*** Block opens ***

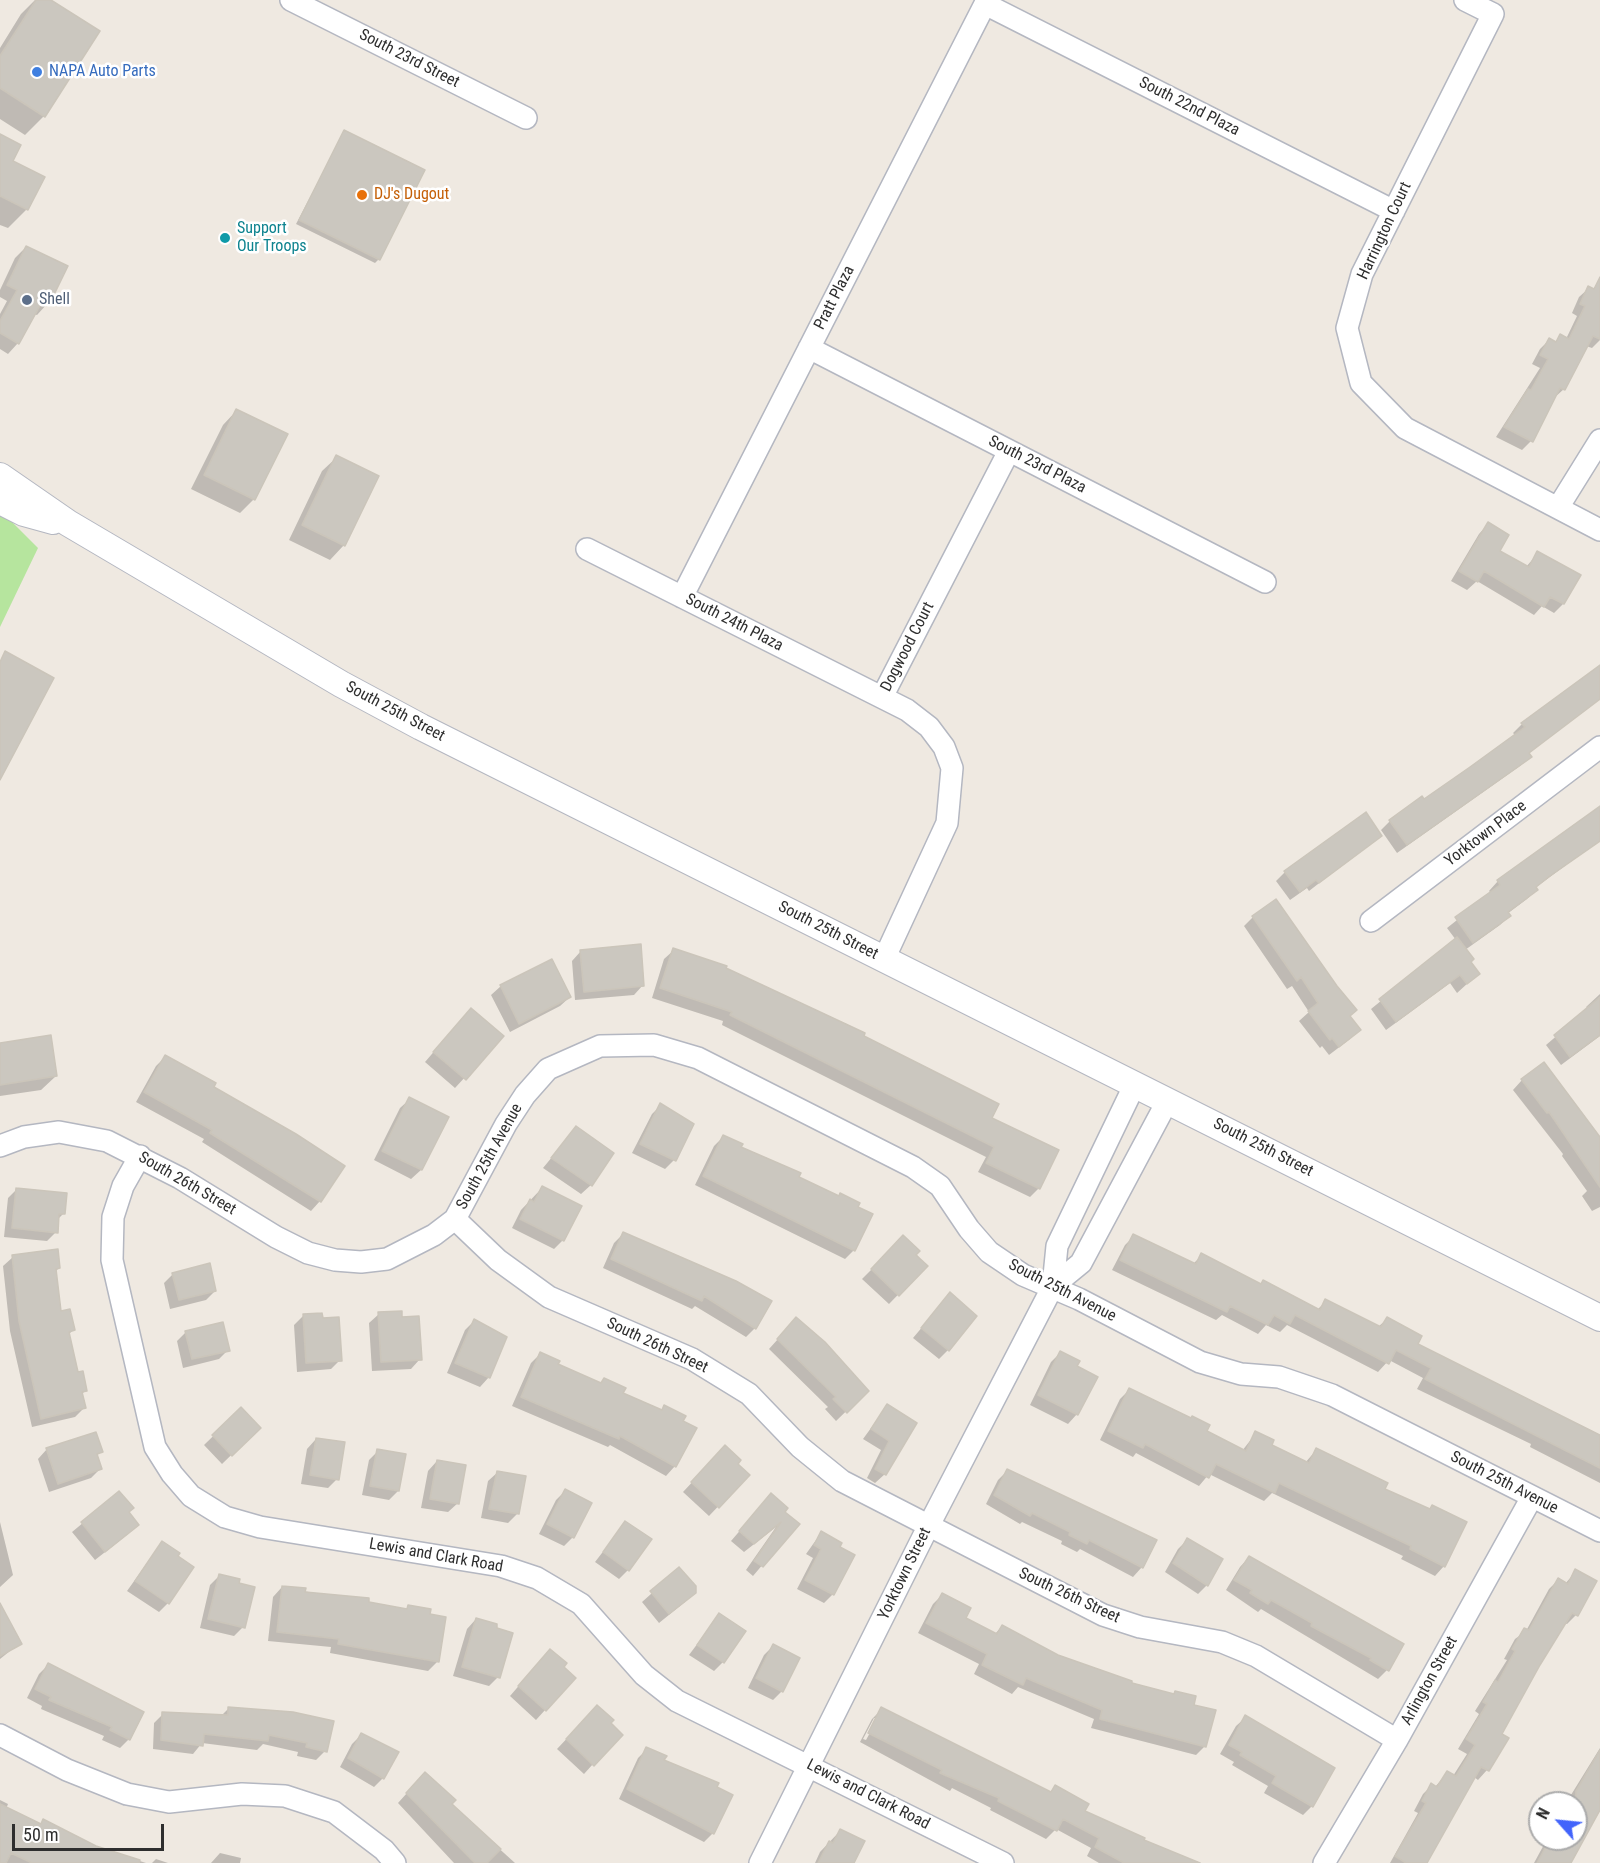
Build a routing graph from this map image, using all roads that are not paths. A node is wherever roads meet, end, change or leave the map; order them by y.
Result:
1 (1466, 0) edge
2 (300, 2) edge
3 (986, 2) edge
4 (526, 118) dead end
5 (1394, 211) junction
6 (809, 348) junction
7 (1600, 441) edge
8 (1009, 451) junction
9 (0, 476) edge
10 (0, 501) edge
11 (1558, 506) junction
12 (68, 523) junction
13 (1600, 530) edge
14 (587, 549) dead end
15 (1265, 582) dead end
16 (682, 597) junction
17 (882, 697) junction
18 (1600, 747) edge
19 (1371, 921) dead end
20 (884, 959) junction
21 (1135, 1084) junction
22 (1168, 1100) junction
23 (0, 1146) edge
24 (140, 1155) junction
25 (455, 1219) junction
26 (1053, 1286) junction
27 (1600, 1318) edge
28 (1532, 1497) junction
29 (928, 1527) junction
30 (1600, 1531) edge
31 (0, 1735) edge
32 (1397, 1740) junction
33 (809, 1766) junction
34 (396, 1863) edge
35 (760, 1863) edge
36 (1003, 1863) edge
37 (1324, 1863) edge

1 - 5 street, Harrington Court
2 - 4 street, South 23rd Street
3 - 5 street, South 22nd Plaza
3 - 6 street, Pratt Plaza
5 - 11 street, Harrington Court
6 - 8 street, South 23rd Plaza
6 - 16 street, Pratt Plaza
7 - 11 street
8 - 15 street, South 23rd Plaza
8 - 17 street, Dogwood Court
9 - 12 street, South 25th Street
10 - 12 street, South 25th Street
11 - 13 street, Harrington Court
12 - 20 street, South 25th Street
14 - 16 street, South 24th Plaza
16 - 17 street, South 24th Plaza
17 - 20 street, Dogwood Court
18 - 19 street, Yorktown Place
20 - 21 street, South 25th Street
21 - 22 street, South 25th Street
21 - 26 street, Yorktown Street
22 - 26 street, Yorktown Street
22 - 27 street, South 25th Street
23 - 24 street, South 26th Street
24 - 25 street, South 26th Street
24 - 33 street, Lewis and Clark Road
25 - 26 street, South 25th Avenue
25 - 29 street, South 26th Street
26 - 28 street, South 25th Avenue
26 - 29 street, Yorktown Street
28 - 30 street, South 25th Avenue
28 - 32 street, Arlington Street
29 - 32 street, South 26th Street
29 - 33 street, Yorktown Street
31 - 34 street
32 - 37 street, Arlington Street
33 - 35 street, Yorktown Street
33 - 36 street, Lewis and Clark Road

*** Block closes ***

_Aim of the exercise_: Restate every line above exactly, omitting images.

_Exercise result_:
Build a routing graph from this map image, using all roads that are not paths. A node is wherever roads meet, end, change or leave the map; order them by y.
Result:
1 (1466, 0) edge
2 (300, 2) edge
3 (986, 2) edge
4 (526, 118) dead end
5 (1394, 211) junction
6 (809, 348) junction
7 (1600, 441) edge
8 (1009, 451) junction
9 (0, 476) edge
10 (0, 501) edge
11 (1558, 506) junction
12 (68, 523) junction
13 (1600, 530) edge
14 (587, 549) dead end
15 (1265, 582) dead end
16 (682, 597) junction
17 (882, 697) junction
18 (1600, 747) edge
19 (1371, 921) dead end
20 (884, 959) junction
21 (1135, 1084) junction
22 (1168, 1100) junction
23 (0, 1146) edge
24 (140, 1155) junction
25 (455, 1219) junction
26 (1053, 1286) junction
27 (1600, 1318) edge
28 (1532, 1497) junction
29 (928, 1527) junction
30 (1600, 1531) edge
31 (0, 1735) edge
32 (1397, 1740) junction
33 (809, 1766) junction
34 (396, 1863) edge
35 (760, 1863) edge
36 (1003, 1863) edge
37 (1324, 1863) edge

1 - 5 street, Harrington Court
2 - 4 street, South 23rd Street
3 - 5 street, South 22nd Plaza
3 - 6 street, Pratt Plaza
5 - 11 street, Harrington Court
6 - 8 street, South 23rd Plaza
6 - 16 street, Pratt Plaza
7 - 11 street
8 - 15 street, South 23rd Plaza
8 - 17 street, Dogwood Court
9 - 12 street, South 25th Street
10 - 12 street, South 25th Street
11 - 13 street, Harrington Court
12 - 20 street, South 25th Street
14 - 16 street, South 24th Plaza
16 - 17 street, South 24th Plaza
17 - 20 street, Dogwood Court
18 - 19 street, Yorktown Place
20 - 21 street, South 25th Street
21 - 22 street, South 25th Street
21 - 26 street, Yorktown Street
22 - 26 street, Yorktown Street
22 - 27 street, South 25th Street
23 - 24 street, South 26th Street
24 - 25 street, South 26th Street
24 - 33 street, Lewis and Clark Road
25 - 26 street, South 25th Avenue
25 - 29 street, South 26th Street
26 - 28 street, South 25th Avenue
26 - 29 street, Yorktown Street
28 - 30 street, South 25th Avenue
28 - 32 street, Arlington Street
29 - 32 street, South 26th Street
29 - 33 street, Yorktown Street
31 - 34 street
32 - 37 street, Arlington Street
33 - 35 street, Yorktown Street
33 - 36 street, Lewis and Clark Road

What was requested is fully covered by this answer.